Mobile designs follow the same structural logic, with the menu stacking into a standard mobile navigation pattern with nested sub-menus and dropdown levels.
Blog & Editorial Content
Beyond the core site pages, I took ownership of how Tech21’s blog posts are built and presented. Previously, posts were constrained to whatever the default Shopify blog template allowed, functional, but limited in terms of layout and visual variety. I introduced a more flexible approach, combining the default layout with custom HTML blocks that give individual posts a richer, more editorial feel without requiring a full template rebuild.
The most recent example is the EvoGuard range post, where I used custom HTML alongside the standard layout to introduce a side-by-side comparison table, an icon-led feature grid and an embedded product video, all sitting cohesively within the same post. The result is a page that reads and feels more like a product editorial than a standard blog entry, which is more appropriate for a product launch and more effective at communicating what makes the product different.
This approach gives us meaningful control over layout and hierarchy on a post-by-post basis, without the overhead of building bespoke templates for every piece of content.
Help Centre
Tech21’s customer support was previously handled entirely through Zendesk, which opened as an external platform whenever a customer clicked through from the site. This created several problems. Because Zendesk redirects back to the US site by default, customers in the UK, EU and Asia who clicked “back to site” from support would land on the wrong regional site, a straightforward but frustrating UX failure. The content itself was also generic across all regions, meaning a UK customer looking for information specific to their region would see undifferentiated content written for all markets simultaneously. This was especially noticeable for content such as shipping and returns, as different countries, even in the same region, will have different return methods or carriers. So the original page had a very long list of information for different countries, separated by region. The new design means the pages are much shorter and there is only relevant information presented to the user. It also made it harder to write T&C’s for sales or promotions as we would have to convert & cater for all currencies in one paragraph, as opposed to being able to have different ones for different regions.
The fix was to move the Help Centre fully on-site, designing and building a dedicated section within the Tech21 site itself. I designed both desktop and mobile versions across all six sections: Shipping, Promotions & Discounts, Returns, Warranty, Product Info, and Contact Us. Each has its own landing and sub-page structure using an accordion FAQ pattern for the detailed content.
Bringing it on-site solves all three underlying issues. The regional redirect problem disappears entirely. Content can now be tailored per region, so UK customers see UK-specific shipping policies, warranty terms and return instructions rather than a one-size-fits-all document. And because it sits within the standard site CMS rather than an external platform, more people across the business can access, edit and maintain the content, reducing the bottleneck that comes with a third-party support tool.
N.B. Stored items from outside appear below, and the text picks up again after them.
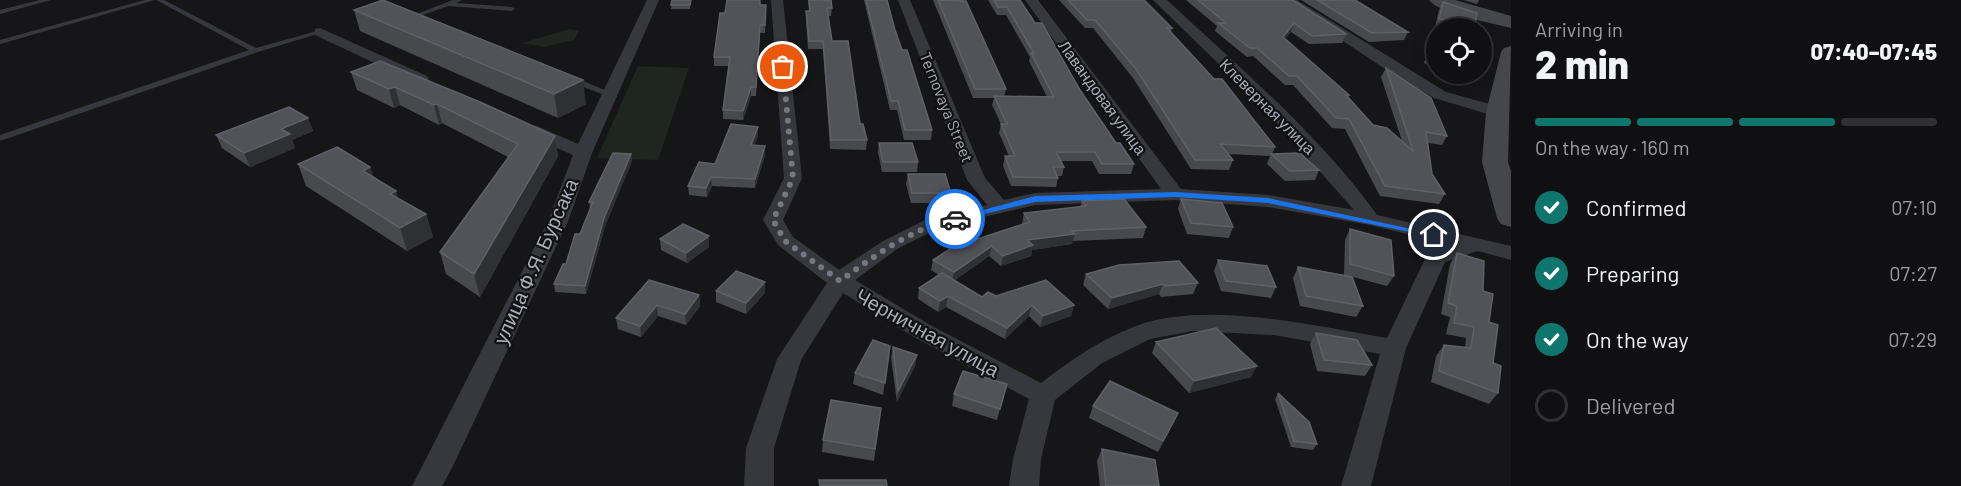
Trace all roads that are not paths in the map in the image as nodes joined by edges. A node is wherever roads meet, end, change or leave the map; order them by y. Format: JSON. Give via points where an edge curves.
{"nodes":[{"id":1,"x":48,"y":0,"type":"edge"},
{"id":2,"x":152,"y":0,"type":"edge"},
{"id":3,"x":159,"y":0,"type":"edge"},
{"id":4,"x":459,"y":0,"type":"edge"},
{"id":5,"x":653,"y":0,"type":"edge"},
{"id":6,"x":777,"y":0,"type":"edge"},
{"id":7,"x":904,"y":0,"type":"edge"},
{"id":8,"x":1031,"y":0,"type":"edge"},
{"id":9,"x":1159,"y":0,"type":"edge"},
{"id":10,"x":1288,"y":0,"type":"edge"},
{"id":11,"x":1438,"y":0,"type":"edge"},
{"id":12,"x":444,"y":5,"type":"junction"},
{"id":13,"x":512,"y":9,"type":"dead end"},
{"id":14,"x":0,"y":12,"type":"edge"},
{"id":15,"x":430,"y":22,"type":"edge"},
{"id":16,"x":1511,"y":22,"type":"edge"},
{"id":17,"x":320,"y":32,"type":"joint"},
{"id":18,"x":0,"y":42,"type":"edge"},
{"id":19,"x":255,"y":50,"type":"junction"},
{"id":20,"x":1511,"y":52,"type":"edge"},
{"id":21,"x":567,"y":77,"type":"edge"},
{"id":22,"x":436,"y":86,"type":"edge"},
{"id":23,"x":610,"y":94,"type":"junction"},
{"id":24,"x":1498,"y":112,"type":"junction"},
{"id":25,"x":520,"y":124,"type":"edge"},
{"id":26,"x":0,"y":138,"type":"edge"},
{"id":27,"x":583,"y":153,"type":"junction"},
{"id":28,"x":1175,"y":194,"type":"junction"},
{"id":29,"x":1508,"y":202,"type":"edge"},
{"id":30,"x":1000,"y":208,"type":"junction"},
{"id":31,"x":1370,"y":219,"type":"junction"},
{"id":32,"x":1476,"y":245,"type":"junction"},
{"id":33,"x":1511,"y":253,"type":"edge"},
{"id":34,"x":840,"y":281,"type":"junction"},
{"id":35,"x":1394,"y":348,"type":"junction"},
{"id":36,"x":1043,"y":395,"type":"junction"},
{"id":37,"x":427,"y":486,"type":"edge"},
{"id":38,"x":759,"y":486,"type":"edge"},
{"id":39,"x":1024,"y":486,"type":"edge"},
{"id":40,"x":1356,"y":486,"type":"edge"}],
"edges":[{"from":1,"to":14,"type":"lane"},
{"from":2,"to":18,"type":"lane"},
{"from":3,"to":19,"type":"lane"},
{"from":4,"to":12,"type":"lane"},
{"from":5,"to":23,"type":"street","name":"улица Ф.Я. Бурсака"},
{"from":6,"to":34,"type":"street","name":"Черничная улица","via":[[793,178],[773,220],[785,241]]},
{"from":7,"to":30,"type":"street","name":"Ternovaya Street","via":[[976,180]]},
{"from":8,"to":28,"type":"street","name":"Лавандовая улица"},
{"from":9,"to":31,"type":"street","name":"Клеверная улица","via":[[1266,101],[1354,196]]},
{"from":10,"to":24,"type":"street","via":[[1440,95]]},
{"from":11,"to":16,"type":"main road"},
{"from":12,"to":13,"type":"lane"},
{"from":12,"to":15,"type":"lane","via":[[417,15]]},
{"from":17,"to":19,"type":"lane"},
{"from":17,"to":22,"type":"street"},
{"from":19,"to":26,"type":"lane"},
{"from":20,"to":24,"type":"main road"},
{"from":21,"to":23,"type":"lane"},
{"from":23,"to":27,"type":"street","name":"улица Ф.Я. Бурсака"},
{"from":24,"to":29,"type":"main road","via":[[1495,162]]},
{"from":25,"to":27,"type":"street"},
{"from":27,"to":37,"type":"street","name":"улица Ф.Я. Бурсака","via":[[559,219]]},
{"from":28,"to":30,"type":"street","via":[[1035,199]]},
{"from":28,"to":31,"type":"street","via":[[1268,201]]},
{"from":30,"to":34,"type":"street","via":[[934,223],[890,245]]},
{"from":31,"to":32,"type":"street"},
{"from":32,"to":33,"type":"street"},
{"from":32,"to":35,"type":"street","via":[[1436,258]]},
{"from":34,"to":36,"type":"street","name":"Черничная улица","via":[[921,331]]},
{"from":34,"to":38,"type":"street","via":[[789,358],[760,448]]},
{"from":35,"to":36,"type":"street","via":[[1274,327],[1193,322],[1144,332],[1093,357]]},
{"from":35,"to":40,"type":"street"},
{"from":36,"to":39,"type":"street"}]}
The pages were deliberately designed to look slightly different from the rest of the content on the site (narrower content section, special navigation, titles, subtitles, and format) so that the user knows this is not the regular part of the site for shopping or brand stories, this is more the legal & business part of the site, whilst still maintaining the overall Tech21 look and feel. We used these custom elements to redesign our other legal pages, such as the privacy policy and modern slavery act pages, to provide consistency across the site and its content, whilst making it clear which parts of the site perform what actions.